## [Exercise description]
If a line in the data holds "Bernabé", copy that line out in full.

## [Extracted data]

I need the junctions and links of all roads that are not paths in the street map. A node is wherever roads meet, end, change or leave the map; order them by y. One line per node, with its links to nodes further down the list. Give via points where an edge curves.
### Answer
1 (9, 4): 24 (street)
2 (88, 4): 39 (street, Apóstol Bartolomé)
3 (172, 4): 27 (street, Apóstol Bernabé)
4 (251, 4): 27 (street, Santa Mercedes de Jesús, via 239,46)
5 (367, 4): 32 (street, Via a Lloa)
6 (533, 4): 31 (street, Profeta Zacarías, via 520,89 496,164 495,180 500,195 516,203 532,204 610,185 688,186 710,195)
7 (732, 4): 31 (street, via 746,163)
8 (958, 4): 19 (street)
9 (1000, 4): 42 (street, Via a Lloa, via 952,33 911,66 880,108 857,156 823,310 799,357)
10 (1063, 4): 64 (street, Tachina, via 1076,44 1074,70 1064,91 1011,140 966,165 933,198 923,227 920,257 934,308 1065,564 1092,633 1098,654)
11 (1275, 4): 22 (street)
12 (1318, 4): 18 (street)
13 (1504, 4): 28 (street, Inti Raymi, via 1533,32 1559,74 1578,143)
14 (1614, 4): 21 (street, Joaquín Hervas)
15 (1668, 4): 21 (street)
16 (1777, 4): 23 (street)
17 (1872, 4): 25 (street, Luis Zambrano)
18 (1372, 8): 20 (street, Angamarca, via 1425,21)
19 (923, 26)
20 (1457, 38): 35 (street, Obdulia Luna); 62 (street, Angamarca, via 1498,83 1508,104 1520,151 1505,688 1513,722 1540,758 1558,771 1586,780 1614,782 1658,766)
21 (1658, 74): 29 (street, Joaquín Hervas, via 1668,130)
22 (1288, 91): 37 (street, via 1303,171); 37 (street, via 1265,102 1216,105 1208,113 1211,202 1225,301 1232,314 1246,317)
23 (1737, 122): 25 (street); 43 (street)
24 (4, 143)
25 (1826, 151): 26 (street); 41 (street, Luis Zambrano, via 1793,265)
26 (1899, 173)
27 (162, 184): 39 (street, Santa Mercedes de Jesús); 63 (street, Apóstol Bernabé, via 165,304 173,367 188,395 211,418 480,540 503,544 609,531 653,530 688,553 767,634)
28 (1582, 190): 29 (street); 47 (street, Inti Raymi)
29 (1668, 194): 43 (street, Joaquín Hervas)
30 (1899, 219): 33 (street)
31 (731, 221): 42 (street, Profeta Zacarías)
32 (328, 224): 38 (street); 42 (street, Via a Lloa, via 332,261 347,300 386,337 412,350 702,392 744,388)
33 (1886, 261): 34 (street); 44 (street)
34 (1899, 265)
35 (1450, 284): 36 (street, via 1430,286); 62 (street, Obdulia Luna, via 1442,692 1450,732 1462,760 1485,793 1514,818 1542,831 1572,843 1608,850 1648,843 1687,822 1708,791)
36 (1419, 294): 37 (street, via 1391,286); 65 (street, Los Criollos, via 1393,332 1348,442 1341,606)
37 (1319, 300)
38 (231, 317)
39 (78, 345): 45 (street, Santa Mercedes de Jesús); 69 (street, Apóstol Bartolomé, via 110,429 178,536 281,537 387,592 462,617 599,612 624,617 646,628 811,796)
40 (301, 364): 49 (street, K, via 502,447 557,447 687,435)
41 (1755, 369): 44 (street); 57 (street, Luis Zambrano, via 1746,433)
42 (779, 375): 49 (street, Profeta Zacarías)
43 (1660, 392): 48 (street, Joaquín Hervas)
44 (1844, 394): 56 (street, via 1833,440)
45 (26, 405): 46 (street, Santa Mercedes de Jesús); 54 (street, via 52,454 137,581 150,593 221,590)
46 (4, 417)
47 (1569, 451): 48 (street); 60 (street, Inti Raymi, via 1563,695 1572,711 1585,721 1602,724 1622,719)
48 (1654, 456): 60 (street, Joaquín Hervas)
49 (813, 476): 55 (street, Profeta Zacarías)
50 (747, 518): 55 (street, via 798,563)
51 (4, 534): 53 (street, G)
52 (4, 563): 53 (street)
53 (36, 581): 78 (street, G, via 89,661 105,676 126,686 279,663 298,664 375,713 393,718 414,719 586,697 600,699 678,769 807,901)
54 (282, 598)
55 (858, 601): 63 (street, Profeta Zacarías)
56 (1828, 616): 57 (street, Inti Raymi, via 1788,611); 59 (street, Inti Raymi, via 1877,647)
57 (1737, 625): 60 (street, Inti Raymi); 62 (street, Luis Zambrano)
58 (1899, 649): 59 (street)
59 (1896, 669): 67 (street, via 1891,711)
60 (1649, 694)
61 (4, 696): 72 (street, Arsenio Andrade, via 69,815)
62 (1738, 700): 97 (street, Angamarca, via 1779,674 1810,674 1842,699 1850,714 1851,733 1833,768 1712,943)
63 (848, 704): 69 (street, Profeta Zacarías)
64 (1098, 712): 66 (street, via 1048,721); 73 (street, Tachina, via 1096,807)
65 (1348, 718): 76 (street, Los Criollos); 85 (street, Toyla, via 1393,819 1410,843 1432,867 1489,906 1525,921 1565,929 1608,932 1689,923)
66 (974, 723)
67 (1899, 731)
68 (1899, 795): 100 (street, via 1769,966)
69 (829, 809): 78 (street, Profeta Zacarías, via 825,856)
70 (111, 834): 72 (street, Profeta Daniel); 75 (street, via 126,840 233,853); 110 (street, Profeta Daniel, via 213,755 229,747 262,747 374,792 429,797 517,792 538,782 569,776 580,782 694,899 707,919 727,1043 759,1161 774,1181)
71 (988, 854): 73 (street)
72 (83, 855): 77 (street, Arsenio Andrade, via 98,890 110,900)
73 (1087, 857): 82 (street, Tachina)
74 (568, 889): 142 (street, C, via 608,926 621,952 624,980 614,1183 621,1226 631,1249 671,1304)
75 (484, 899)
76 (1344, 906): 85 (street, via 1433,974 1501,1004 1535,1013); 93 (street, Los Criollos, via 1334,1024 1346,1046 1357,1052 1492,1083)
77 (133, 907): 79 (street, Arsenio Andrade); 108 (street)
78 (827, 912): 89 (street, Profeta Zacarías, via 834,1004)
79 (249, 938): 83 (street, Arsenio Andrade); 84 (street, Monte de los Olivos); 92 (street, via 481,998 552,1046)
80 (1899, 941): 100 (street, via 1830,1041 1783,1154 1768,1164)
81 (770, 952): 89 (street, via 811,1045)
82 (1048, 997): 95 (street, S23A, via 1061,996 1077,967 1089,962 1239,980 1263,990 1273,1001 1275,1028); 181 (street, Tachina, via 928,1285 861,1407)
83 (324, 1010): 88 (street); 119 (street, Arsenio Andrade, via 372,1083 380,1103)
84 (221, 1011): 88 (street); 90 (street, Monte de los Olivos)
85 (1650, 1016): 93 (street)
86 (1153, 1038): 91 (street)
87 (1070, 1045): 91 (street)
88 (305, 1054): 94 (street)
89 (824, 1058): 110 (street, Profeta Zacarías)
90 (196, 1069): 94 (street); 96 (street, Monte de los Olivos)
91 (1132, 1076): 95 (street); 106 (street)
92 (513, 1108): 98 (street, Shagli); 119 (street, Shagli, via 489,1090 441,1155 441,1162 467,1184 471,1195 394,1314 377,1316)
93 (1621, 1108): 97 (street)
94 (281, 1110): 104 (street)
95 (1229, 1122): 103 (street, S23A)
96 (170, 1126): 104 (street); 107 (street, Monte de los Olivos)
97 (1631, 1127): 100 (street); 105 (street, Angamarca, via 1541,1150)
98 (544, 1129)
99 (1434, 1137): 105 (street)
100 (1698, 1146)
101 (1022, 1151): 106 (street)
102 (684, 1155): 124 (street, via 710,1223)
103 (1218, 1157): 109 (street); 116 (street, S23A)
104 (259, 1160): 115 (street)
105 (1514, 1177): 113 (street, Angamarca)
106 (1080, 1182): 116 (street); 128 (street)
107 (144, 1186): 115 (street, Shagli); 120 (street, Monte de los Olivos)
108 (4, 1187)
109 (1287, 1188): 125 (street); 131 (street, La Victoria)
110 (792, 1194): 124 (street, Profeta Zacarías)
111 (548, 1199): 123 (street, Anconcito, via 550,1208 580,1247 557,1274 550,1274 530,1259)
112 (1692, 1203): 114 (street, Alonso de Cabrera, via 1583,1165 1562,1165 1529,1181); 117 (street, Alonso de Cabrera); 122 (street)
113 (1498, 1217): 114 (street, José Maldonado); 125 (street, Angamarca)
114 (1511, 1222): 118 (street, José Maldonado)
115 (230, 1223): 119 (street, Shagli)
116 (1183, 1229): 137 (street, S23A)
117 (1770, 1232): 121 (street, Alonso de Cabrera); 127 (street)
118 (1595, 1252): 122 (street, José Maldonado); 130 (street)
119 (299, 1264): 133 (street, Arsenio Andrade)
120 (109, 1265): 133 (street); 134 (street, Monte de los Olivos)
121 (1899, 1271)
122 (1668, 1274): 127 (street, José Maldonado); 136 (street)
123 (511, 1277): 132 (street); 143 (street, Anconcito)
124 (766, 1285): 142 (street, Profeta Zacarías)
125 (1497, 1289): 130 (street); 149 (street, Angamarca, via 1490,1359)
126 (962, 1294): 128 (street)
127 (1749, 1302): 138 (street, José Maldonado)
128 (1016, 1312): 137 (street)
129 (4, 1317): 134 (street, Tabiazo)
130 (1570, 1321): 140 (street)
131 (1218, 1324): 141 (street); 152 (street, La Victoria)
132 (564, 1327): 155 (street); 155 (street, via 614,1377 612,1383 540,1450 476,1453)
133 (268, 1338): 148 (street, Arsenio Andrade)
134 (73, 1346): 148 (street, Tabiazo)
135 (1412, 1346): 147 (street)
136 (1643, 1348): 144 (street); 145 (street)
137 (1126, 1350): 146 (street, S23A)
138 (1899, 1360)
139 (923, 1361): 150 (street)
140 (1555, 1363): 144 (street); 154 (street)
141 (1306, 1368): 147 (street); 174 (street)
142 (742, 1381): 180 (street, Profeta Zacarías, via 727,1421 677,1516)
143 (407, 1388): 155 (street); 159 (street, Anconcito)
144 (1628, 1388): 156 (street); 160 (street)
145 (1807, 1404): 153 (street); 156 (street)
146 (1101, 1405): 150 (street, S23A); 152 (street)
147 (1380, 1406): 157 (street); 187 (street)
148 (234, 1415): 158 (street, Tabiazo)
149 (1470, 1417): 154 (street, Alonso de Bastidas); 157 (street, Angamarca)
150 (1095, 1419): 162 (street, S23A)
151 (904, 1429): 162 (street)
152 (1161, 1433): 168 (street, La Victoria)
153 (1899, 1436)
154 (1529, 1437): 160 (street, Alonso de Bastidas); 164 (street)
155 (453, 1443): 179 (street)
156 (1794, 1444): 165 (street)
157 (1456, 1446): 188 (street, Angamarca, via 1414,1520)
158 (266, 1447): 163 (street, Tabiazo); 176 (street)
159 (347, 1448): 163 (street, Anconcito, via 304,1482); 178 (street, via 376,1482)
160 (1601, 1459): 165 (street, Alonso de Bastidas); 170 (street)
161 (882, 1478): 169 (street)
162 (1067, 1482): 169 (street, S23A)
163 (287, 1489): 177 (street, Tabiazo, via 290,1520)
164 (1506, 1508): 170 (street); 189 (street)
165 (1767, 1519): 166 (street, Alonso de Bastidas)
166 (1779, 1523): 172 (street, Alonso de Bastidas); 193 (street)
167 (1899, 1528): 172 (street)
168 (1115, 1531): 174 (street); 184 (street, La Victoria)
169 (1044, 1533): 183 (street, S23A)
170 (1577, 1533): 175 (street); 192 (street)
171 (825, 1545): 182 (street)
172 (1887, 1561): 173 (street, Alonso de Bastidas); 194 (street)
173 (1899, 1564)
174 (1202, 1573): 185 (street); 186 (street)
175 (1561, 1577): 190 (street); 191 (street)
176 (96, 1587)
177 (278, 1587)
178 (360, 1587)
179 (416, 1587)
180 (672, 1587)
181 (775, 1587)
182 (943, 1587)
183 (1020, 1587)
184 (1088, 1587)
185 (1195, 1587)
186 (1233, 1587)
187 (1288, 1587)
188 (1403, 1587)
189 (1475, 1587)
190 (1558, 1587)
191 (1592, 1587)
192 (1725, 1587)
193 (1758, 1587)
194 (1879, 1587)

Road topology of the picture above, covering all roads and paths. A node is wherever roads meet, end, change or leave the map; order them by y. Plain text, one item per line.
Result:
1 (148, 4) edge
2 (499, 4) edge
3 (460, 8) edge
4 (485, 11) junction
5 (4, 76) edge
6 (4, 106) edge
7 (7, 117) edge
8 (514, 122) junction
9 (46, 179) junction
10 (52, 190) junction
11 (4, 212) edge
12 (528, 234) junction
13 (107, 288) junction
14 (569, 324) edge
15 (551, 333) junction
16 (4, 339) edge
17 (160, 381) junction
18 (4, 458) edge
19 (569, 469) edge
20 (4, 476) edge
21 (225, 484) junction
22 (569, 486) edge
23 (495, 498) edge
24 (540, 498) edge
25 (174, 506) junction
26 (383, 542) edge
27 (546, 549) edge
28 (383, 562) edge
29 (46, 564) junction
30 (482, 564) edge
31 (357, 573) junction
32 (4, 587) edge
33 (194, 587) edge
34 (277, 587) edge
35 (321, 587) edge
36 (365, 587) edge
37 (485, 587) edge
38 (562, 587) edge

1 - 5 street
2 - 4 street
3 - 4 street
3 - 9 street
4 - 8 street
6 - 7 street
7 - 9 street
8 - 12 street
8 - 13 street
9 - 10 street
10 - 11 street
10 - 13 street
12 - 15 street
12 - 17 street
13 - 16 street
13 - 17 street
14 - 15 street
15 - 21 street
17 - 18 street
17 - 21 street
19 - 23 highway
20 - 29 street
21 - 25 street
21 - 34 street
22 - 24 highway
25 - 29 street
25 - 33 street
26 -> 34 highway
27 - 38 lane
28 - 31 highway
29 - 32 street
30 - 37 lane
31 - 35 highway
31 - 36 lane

## [Answer]
3 (172, 4): 27 (street, Apóstol Bernabé)
27 (162, 184): 39 (street, Santa Mercedes de Jesús); 63 (street, Apóstol Bernabé, via 165,304 173,367 188,395 211,418 480,540 503,544 609,531 653,530 688,553 767,634)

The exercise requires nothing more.